Qué peso tan grande sentimos haber dejado aquel día. Nos citamos para la cafetería de la facultad a las 7:00 p. m. con el fin tomarnos algunos tragos allí entre aquellos muros que vieron nuestros esfuerzos durante cinco años unos, seis o más otros y había un compañero de nueve.
Iban pasando las horas, las botellas, las anécdotas, los apodos y todo lo demás recogido durante esos años. Hicimos que se sentara con nosotros don Gerardo, al que por su mayor edad siempre lo tratábamos de don, el dueño de la cafetería y gran amigo mío con quien varias veces durante mi carrera salí a tomar alguito en el bar El Portón Rojo en el otrora tenebroso sector de Guayaquil, hoy llamado eufemísticamente Alpujarra. Don Gerardo siempre agradeció mi amistad y cuando salíamos de farra me recordaba que lo mismo había hecho con otros estudiantes ya ingenieros, como el dotor fulano, el dotor perano y, el único nombre que recuerdo, el dotor Mario Náder. “Esos dotores –me decía con frecuencia– fueron conmigo tan amigables como usté, hombe Gabriel”.
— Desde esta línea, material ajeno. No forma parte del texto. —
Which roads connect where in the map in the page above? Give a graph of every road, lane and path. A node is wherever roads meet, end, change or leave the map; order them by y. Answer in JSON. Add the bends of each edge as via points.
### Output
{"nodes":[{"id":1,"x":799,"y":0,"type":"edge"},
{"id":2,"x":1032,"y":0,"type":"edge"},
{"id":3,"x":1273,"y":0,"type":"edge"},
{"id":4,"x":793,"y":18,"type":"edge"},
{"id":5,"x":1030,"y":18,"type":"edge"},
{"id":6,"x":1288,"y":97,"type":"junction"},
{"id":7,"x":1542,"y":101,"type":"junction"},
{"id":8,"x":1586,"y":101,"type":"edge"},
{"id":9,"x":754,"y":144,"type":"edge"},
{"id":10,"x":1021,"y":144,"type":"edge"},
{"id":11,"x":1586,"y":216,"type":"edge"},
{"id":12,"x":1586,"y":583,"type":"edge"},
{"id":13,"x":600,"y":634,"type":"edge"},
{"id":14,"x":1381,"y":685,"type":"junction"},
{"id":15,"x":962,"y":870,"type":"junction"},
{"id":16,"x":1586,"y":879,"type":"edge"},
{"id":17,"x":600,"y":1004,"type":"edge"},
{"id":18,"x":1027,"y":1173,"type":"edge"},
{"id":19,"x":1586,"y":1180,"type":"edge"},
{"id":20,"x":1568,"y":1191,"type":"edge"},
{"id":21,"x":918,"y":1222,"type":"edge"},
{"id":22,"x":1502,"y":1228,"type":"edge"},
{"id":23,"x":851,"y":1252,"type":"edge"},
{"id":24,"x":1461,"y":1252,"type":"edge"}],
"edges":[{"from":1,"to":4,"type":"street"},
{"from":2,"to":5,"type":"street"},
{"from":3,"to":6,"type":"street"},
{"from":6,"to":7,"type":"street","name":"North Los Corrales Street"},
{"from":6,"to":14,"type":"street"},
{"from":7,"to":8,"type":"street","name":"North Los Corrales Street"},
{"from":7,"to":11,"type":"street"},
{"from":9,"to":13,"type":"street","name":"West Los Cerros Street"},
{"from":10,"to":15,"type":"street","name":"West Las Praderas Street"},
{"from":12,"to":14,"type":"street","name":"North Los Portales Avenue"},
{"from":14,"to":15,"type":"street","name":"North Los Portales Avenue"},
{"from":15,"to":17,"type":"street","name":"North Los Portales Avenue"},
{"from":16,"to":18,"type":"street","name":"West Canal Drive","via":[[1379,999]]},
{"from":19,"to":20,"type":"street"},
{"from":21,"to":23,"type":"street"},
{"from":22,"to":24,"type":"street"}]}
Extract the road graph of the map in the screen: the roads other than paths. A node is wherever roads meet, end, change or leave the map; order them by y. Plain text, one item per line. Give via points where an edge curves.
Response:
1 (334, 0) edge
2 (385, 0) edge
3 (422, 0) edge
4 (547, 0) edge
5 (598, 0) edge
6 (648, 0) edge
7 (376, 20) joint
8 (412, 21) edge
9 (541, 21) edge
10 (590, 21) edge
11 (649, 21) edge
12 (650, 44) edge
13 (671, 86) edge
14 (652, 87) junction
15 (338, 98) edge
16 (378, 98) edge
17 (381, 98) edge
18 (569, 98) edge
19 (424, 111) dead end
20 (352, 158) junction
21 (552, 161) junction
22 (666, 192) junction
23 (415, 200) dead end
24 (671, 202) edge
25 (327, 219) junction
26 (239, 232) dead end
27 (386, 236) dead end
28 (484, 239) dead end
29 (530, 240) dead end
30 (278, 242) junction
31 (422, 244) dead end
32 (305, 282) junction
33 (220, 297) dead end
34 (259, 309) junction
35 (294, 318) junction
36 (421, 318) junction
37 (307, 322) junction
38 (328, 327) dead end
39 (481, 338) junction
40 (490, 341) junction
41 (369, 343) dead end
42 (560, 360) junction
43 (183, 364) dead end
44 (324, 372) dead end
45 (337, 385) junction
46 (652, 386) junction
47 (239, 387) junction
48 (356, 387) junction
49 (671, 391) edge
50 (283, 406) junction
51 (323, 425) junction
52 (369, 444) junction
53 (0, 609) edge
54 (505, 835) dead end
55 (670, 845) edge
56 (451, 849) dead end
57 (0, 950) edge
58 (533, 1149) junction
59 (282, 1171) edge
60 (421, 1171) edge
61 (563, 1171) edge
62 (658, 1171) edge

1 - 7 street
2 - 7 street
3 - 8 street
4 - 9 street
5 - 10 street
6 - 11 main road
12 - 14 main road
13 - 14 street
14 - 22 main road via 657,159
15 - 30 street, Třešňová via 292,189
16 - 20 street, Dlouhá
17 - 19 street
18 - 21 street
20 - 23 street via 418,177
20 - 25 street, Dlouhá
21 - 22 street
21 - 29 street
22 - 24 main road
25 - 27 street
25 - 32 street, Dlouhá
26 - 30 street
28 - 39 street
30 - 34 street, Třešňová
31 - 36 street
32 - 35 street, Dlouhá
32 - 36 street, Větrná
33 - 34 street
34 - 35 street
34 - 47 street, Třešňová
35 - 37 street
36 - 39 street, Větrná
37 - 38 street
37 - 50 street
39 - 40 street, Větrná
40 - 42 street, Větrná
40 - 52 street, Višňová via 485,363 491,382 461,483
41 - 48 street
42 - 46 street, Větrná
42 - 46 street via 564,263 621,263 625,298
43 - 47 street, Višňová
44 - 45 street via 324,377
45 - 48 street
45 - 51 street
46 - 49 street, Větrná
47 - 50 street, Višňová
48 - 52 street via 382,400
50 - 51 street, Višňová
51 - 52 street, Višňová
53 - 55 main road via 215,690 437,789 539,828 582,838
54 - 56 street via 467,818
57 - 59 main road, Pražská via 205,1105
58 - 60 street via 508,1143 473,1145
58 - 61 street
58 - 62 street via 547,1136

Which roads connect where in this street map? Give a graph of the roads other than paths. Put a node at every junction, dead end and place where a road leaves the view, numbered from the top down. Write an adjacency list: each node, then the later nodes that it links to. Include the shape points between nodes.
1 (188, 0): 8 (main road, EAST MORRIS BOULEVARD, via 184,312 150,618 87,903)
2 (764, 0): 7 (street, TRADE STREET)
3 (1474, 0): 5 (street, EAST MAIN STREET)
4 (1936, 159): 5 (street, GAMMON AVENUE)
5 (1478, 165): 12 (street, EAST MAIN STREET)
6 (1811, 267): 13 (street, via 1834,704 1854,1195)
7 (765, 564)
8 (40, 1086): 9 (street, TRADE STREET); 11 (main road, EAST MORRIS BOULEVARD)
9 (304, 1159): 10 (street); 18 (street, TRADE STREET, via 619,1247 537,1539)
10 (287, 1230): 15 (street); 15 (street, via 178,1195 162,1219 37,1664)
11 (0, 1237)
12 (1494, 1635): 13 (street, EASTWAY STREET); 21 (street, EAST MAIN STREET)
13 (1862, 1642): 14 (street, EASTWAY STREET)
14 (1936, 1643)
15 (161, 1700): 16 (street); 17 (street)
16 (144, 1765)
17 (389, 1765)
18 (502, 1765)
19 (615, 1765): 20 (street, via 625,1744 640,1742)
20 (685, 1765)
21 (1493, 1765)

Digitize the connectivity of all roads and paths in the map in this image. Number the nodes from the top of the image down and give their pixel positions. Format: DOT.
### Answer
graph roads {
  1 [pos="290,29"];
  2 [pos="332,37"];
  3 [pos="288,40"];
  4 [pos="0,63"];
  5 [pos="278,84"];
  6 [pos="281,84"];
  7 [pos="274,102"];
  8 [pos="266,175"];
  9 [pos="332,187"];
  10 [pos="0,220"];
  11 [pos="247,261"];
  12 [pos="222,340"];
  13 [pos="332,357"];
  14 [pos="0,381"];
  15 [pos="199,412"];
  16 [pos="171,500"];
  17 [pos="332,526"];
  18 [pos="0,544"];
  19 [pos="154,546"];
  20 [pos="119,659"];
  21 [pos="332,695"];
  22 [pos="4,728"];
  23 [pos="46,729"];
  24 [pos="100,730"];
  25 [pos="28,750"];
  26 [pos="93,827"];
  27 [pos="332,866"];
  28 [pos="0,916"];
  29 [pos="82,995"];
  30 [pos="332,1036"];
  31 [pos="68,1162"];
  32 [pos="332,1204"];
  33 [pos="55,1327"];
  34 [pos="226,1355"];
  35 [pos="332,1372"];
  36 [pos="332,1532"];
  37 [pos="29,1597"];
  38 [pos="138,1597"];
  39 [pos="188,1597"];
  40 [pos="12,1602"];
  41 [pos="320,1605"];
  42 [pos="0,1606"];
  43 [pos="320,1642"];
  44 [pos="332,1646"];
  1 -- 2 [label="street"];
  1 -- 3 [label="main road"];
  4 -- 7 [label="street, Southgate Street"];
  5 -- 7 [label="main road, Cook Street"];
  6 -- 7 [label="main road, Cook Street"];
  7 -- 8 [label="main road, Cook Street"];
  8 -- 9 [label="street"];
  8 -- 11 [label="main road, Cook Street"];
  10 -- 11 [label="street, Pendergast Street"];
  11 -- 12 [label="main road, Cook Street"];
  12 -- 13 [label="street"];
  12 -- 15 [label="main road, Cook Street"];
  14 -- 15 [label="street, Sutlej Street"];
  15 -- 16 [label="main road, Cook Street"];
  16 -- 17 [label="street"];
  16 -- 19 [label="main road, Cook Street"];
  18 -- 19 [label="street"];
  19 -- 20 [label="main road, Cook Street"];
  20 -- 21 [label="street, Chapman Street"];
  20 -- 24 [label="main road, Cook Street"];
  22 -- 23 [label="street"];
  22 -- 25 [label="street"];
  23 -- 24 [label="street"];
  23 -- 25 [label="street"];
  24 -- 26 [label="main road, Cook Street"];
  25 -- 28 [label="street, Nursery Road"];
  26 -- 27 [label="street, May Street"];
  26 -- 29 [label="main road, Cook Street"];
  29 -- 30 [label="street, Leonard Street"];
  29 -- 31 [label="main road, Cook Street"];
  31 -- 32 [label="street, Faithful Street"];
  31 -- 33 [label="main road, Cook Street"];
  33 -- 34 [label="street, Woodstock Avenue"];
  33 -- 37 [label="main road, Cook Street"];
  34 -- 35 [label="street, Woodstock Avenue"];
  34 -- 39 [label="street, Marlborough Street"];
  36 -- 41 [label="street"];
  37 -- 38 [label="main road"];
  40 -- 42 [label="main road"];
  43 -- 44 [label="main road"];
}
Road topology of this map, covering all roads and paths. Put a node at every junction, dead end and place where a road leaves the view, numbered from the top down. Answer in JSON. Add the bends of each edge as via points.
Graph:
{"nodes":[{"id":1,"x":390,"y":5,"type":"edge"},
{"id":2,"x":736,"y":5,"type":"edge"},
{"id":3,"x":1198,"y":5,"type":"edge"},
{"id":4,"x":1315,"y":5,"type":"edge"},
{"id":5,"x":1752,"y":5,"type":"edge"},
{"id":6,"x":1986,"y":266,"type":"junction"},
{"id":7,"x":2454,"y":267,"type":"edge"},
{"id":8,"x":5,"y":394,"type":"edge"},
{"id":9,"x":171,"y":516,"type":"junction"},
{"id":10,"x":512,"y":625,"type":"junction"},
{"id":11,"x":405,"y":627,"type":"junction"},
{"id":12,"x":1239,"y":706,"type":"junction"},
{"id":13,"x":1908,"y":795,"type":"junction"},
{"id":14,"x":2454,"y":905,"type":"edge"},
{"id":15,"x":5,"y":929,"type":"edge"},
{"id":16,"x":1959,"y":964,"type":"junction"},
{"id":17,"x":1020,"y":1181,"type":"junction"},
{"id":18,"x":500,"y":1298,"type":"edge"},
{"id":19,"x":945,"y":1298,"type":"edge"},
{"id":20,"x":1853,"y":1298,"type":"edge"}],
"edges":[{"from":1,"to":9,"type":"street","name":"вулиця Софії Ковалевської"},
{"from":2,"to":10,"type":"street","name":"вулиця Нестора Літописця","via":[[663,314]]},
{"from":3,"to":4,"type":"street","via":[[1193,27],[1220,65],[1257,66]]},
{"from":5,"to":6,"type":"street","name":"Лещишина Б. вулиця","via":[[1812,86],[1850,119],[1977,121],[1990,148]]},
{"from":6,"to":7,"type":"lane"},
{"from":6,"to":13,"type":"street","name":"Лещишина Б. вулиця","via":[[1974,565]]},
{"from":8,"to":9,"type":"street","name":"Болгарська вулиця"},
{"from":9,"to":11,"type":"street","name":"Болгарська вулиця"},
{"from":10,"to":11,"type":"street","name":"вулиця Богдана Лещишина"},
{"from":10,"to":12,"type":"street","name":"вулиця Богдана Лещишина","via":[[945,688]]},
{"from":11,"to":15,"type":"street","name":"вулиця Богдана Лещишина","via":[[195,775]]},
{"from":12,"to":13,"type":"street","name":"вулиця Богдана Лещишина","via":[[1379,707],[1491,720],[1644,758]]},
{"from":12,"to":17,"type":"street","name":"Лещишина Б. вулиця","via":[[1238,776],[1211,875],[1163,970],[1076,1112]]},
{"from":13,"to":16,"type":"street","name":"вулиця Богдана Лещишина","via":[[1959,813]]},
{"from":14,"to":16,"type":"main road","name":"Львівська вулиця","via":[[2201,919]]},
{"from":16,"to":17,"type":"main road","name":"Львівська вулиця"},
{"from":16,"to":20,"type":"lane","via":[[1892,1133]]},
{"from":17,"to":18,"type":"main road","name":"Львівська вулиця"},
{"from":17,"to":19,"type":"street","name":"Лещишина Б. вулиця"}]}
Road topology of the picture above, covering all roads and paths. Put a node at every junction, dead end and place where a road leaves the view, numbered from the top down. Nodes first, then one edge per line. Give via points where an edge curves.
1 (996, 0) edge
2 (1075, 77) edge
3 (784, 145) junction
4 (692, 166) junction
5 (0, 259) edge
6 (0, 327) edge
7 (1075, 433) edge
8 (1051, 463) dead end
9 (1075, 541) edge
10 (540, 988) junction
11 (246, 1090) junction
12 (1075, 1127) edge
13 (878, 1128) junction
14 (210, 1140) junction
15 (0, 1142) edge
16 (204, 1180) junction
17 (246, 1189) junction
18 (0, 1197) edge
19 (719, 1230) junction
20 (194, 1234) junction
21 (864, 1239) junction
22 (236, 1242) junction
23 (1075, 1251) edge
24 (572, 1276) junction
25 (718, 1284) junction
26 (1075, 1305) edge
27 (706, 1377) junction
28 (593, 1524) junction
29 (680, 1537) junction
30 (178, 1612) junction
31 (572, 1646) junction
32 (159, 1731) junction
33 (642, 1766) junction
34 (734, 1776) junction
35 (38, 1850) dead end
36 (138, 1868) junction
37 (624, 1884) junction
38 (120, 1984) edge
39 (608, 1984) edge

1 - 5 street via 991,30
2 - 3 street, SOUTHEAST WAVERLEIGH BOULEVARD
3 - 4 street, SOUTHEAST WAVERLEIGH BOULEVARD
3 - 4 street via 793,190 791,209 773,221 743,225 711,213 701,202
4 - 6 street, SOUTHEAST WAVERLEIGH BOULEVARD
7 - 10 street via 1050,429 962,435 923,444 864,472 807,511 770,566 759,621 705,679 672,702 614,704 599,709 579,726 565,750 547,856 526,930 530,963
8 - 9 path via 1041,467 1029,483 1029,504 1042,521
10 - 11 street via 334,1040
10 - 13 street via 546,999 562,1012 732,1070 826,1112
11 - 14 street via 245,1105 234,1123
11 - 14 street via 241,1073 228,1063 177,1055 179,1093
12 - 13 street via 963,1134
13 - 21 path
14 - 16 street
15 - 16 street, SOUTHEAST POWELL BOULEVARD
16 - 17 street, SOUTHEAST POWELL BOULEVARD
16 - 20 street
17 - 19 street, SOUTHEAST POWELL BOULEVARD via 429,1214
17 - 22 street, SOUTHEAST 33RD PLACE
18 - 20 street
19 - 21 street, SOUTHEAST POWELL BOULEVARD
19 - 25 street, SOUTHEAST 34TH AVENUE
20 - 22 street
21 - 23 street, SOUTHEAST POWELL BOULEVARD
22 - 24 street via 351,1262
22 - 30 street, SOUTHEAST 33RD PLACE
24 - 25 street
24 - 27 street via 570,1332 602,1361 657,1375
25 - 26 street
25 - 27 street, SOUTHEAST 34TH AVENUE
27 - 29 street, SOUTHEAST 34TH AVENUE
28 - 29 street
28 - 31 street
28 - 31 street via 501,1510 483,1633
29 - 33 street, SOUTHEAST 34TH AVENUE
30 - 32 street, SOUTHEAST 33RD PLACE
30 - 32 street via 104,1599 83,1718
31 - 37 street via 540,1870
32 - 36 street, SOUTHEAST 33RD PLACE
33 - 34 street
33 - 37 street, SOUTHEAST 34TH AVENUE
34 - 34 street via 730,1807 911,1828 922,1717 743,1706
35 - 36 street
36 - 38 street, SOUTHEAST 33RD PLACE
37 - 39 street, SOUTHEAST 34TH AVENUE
Aquella noche no fue la excepción para la sección de agradecimientos mutuos de él por mi amistad y míos porque no se enojaba conmigo cuando los lunes, mientras él llegaba enguayabado antes de la tercera o cuarta clase yo hacía el tinto para poder resistir ese viaje de seis clases de 6:00 a. m. a 12:00 m.
–Tranquilo, Gabriel –me decía cuando llegaba–, yo sé que en usté queda bien la cafetería.
Durante nuestra improvisada fiesta reparé en alguien que inmóvil y solitario durante todo ese tiempo nos miraba desde otra mesa; por su juventud, se veía que se trataba de algún primíparo o máximo de segundo año.
Fui hasta su mesa y trabé conversación con él. Efectivamente se trataba de un joven de segundo año de Ingeniería Química, facultad con la que compartíamos edificio. Lo invité a que se pasara para nuestra mesa y se tomara unos tragos como despedida de nosotros pues el año entrante no estaríamos. Me contestó que no podía porque al día siguiente tendría un examen a la 6:00 a. m.
–Bueno, y si tenés examen ¿por qué diablos no te has ido a dormir a la casa?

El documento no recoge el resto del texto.